I've completed the basic calculations for a Jovilabe (an orrery that shows the motion of Jupiter's moons). This is just for the four Galilean moons, plus the Earth and Sun (at a different scale of course…)
Starting with Jupiter rotating once every 9.925 hours, the first pair of gears will sort out Io with negligible error. This can be used to predict when the red spot will appear.
Although the three inner moons have a 1:2:4 ratio, in reality their pattern lags slightly as the 'perijove' of Io precesses around the planet, but i have solved this in two ways and get the same figure of 1:2.007 between each pair of moons. I've decided to accept an error of about 2% in the moon's positions over five years.
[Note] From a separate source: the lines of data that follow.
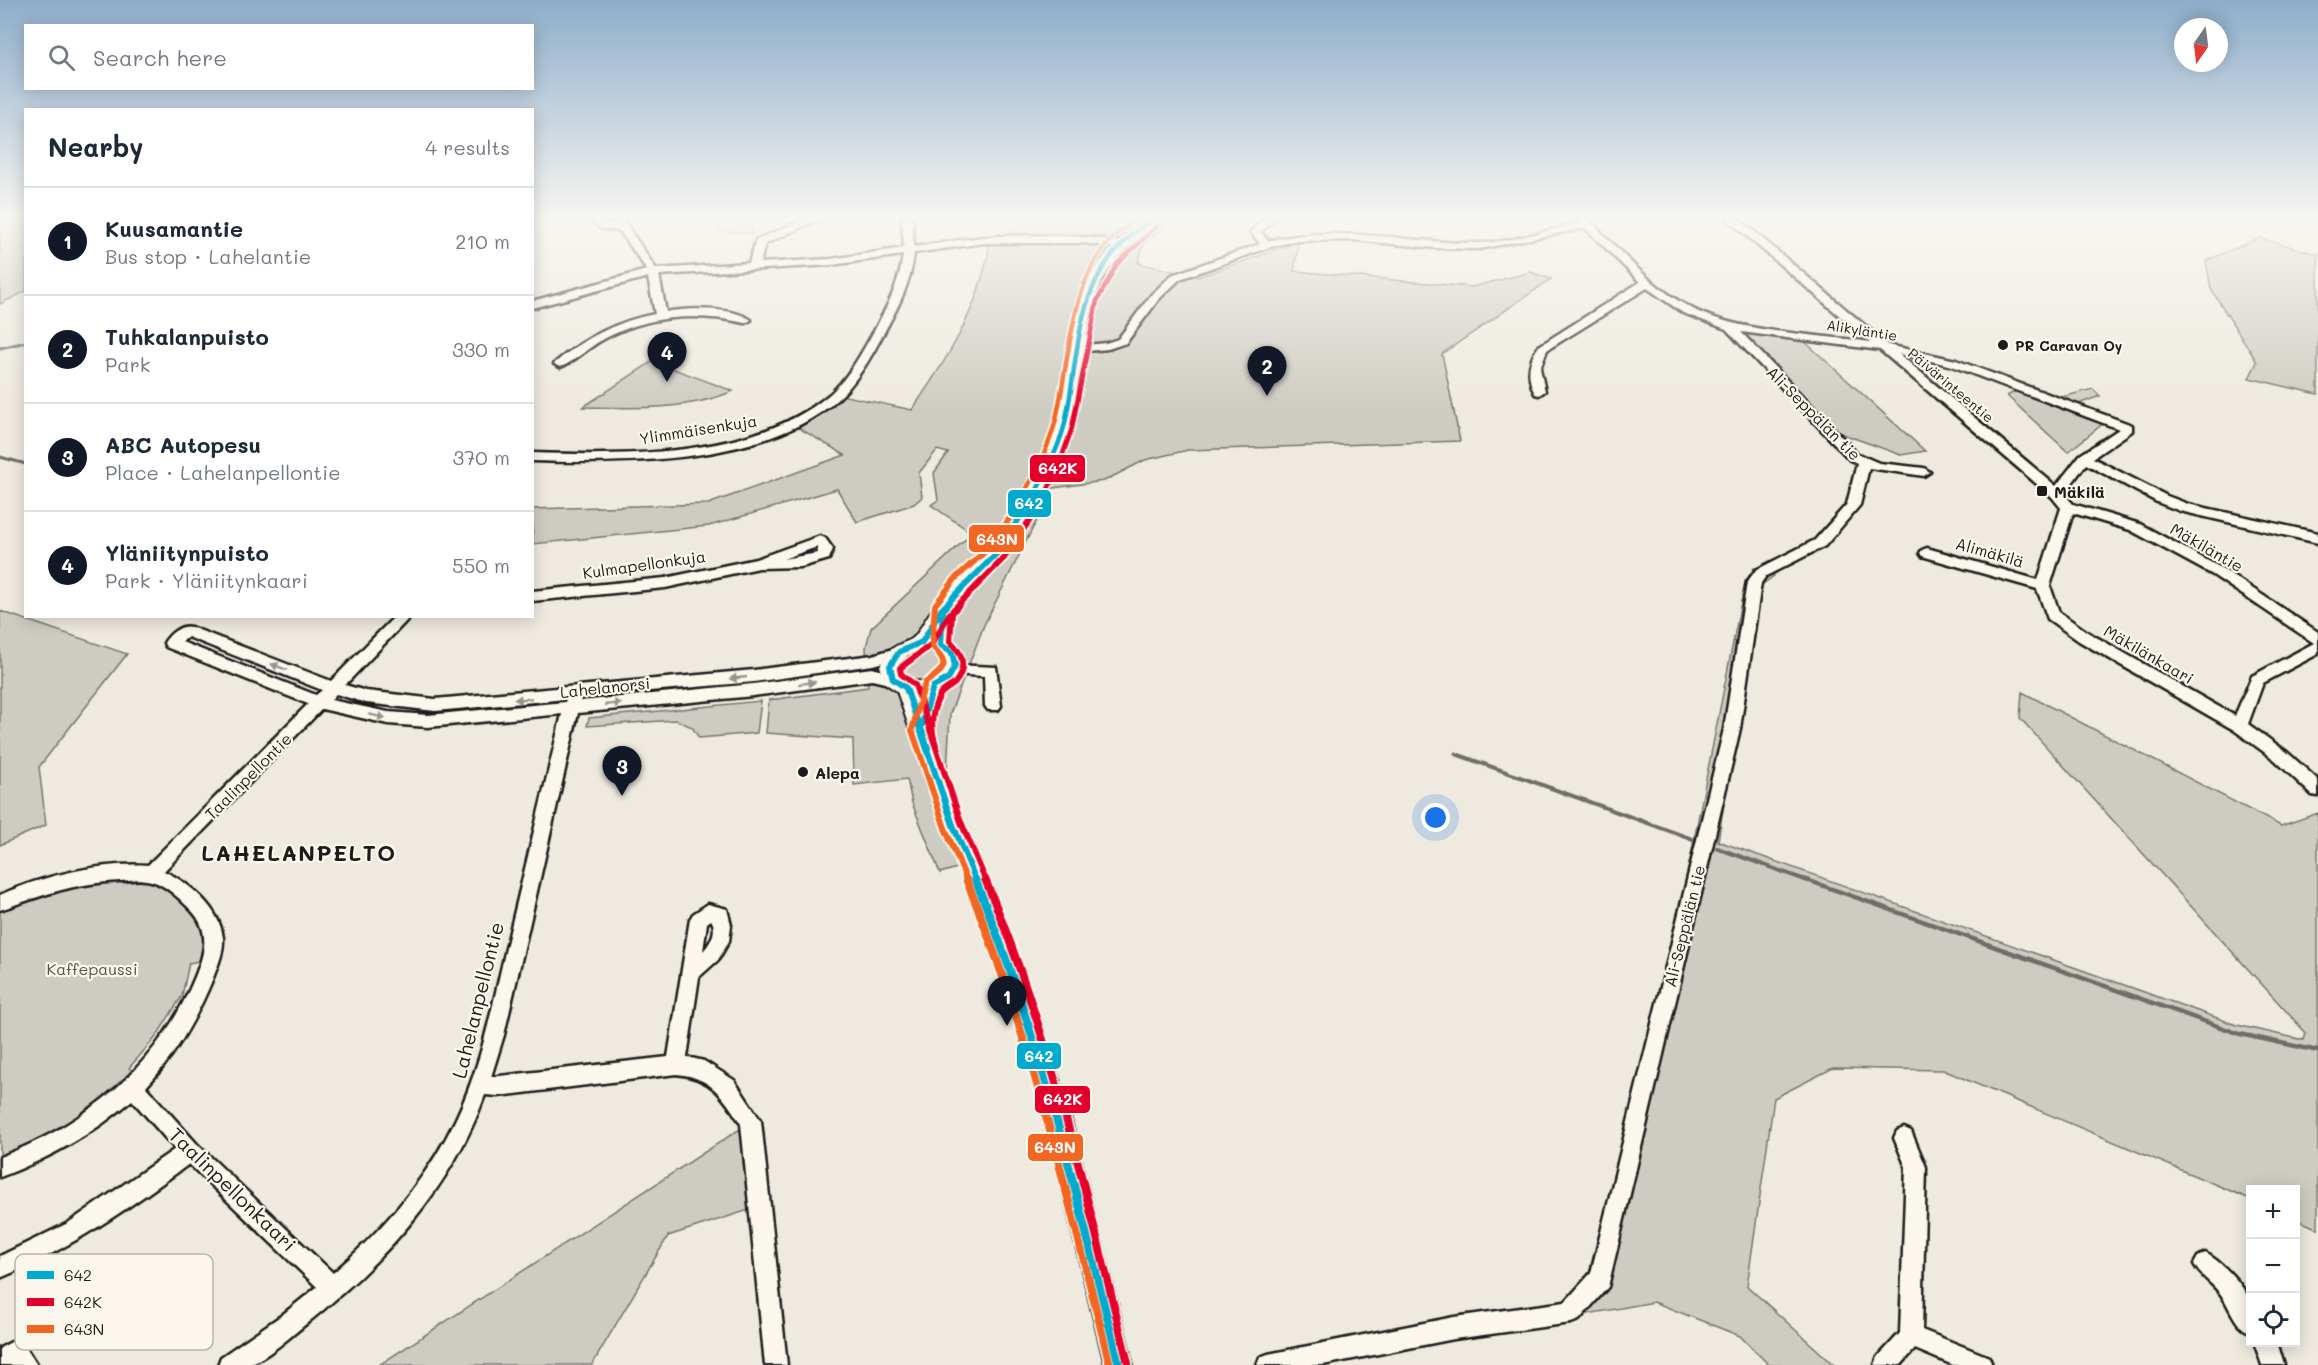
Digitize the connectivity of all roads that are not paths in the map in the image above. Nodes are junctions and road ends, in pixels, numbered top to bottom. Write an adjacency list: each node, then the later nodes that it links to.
1 (618, 282): 8 (street)
2 (655, 282): 9 (street)
3 (902, 282): 16 (street, Ylimmäisenkuja)
4 (1096, 282): 13 (main road)
5 (1171, 282): 13 (street)
6 (1806, 282): 12 (street, Päivärinteentie)
7 (1647, 283): 11 (street, Alikyläntie); 15 (street)
8 (534, 305)
9 (661, 316): 10 (street); 14 (street)
10 (745, 320)
11 (1730, 327): 12 (street, Alikyläntie); 18 (street, Ali-Seppälän tie)
12 (1883, 347): 17 (street, Alikyläntie); 20 (street, Päivärinteentie)
13 (1076, 349): 29 (main road)
14 (560, 364)
15 (1539, 391)
16 (534, 456)
17 (2084, 458): 20 (street); 22 (street)
18 (1864, 462): 19 (street); 64 (street, Ali-Seppälän tie)
19 (1924, 472)
20 (2057, 494): 21 (street, Päivärinteentie)
21 (2068, 507): 25 (street); 28 (street, Mäkiläntie)
22 (2318, 538)
23 (1927, 553): 25 (street, Alimäkilä)
24 (759, 563): 26 (street, Kulmapellonkuja)
25 (2043, 586): 39 (street, Mäkilänkaari)
26 (534, 596)
27 (402, 618): 34 (street)
28 (2318, 639)
29 (931, 644): 31 (main road); 32 (main road)
30 (2318, 647): 39 (street)
31 (899, 652): 33 (main road); 36 (street, Lahelanorsi, one-way to 36)
32 (954, 670): 35 (main road); 38 (street)
33 (900, 683): 35 (main road); 36 (street, Lahelanorsi, one-way to 33); 40 (main road)
34 (334, 687): 36 (street, Lahelanorsi, one-way to 34); 37 (street, Taalinpellontie); 37 (street, Lahelanorsi, one-way to 37)
35 (933, 687): 40 (main road)
36 (573, 701): 37 (street, Lahelanorsi, one-way to 36); 46 (street, Lahelanpellontie)
37 (320, 703): 42 (street, Taalinpellontie)
38 (993, 706)
39 (2239, 726): 41 (street, Mäkilänkaari)
40 (921, 728): 63 (main road)
41 (2318, 790)
42 (151, 873): 43 (street); 47 (street)
43 (0, 903)
44 (691, 973): 45 (street)
45 (676, 1065): 46 (street); 62 (street)
46 (480, 1086): 55 (street, Lahelanpellontie)
47 (134, 1088): 49 (street, Taalinpellonkaari); 50 (street)
48 (1904, 1138): 57 (street)
49 (190, 1151): 51 (street); 55 (street, Taalinpellonkaari)
50 (0, 1167)
51 (36, 1254)
52 (15, 1262): 54 (street)
53 (2205, 1264): 56 (street)
54 (0, 1267)
55 (333, 1288): 61 (street, Lahelanpellontie)
56 (2246, 1315)
57 (1911, 1337): 65 (street); 66 (street)
58 (2268, 1347): 67 (street)
59 (0, 1360): 60 (street)
60 (26, 1365)
61 (229, 1365)
62 (776, 1365)
63 (1119, 1365)
64 (1268, 1365)
65 (1886, 1365)
66 (1980, 1365)
67 (2273, 1365)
Calisto could be geared to the central Jupiter drive or from the Io pipe, I have a gearing for the latter with negligible error.
A bigger challenge was moving the Earth in relation to Jupiter as this determines the angle the moons are seen at. It get easier if you decide on a point to be the sun. The ratio is a massive 10477:1, and yes, 10477 is a prime! I found a simple train with five pairs of 5:1 ratio plus a single 57:17 gives 10477.9:1 so an error of less than 1 part in 10,000 every decade should be OK.
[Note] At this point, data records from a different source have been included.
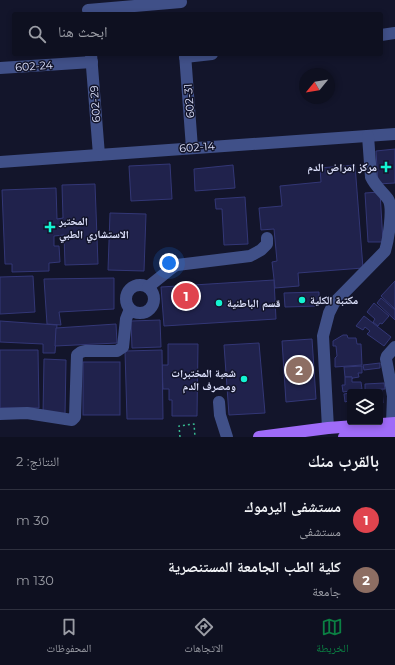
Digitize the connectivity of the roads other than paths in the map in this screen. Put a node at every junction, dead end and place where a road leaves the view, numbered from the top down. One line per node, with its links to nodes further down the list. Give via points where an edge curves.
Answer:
1 (181, 1): 2 (street); 3 (street)
2 (88, 8)
3 (182, 12)
4 (395, 33): 5 (street)
5 (383, 35)
6 (185, 56): 11 (street, 602-31)
7 (92, 58): 8 (street, 602-24); 12 (street, 602-29)
8 (0, 68)
9 (395, 134): 10 (street, 602-14)
10 (368, 136): 11 (street, 602-14); 21 (street, via 371,178 391,206 387,244 385,251 334,303 324,326)
11 (192, 148): 12 (street, 602-14)
12 (99, 155): 13 (street, 602-14)
13 (0, 162)
14 (267, 238): 15 (street, via 267,244 250,256 172,266)
15 (148, 287): 16 (street, via 135,285 128,291 126,300); 16 (street, via 154,294 152,307 139,313)
16 (130, 309): 19 (street, via 121,349 85,351 78,355 75,417 72,420 27,414)
17 (395, 347): 20 (street, via 386,358 393,396)
18 (218, 402): 22 (street)
19 (0, 414)
20 (394, 426): 21 (main road); 24 (main road)
21 (328, 428): 23 (main road)
22 (227, 437)
23 (260, 437)
24 (344, 437)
The ratio of Jupiter's year to the earthly year is incredibly close to 344:29.
A large stationary 344-tooth ring with a 29-tooth gear rolling around the outside of it at Jupiter's orbital speed will provide a pace for both the sun and the earth. Obviously this creates a 'joviocentric' perspective, I could fix the position of the sun, but I think that would look less interesting and take a lot more room for little benefit.
If I do embark on yet another unfinished project, this will require 28 gears, assuming the driving stepper motor is geared down once to give a smooth rotation to jupiter.
All this should fit into a 30cm diameter base, perhaps 10 cm thick.
Neil (boggled and buried under a large pile of scribbled-on A4).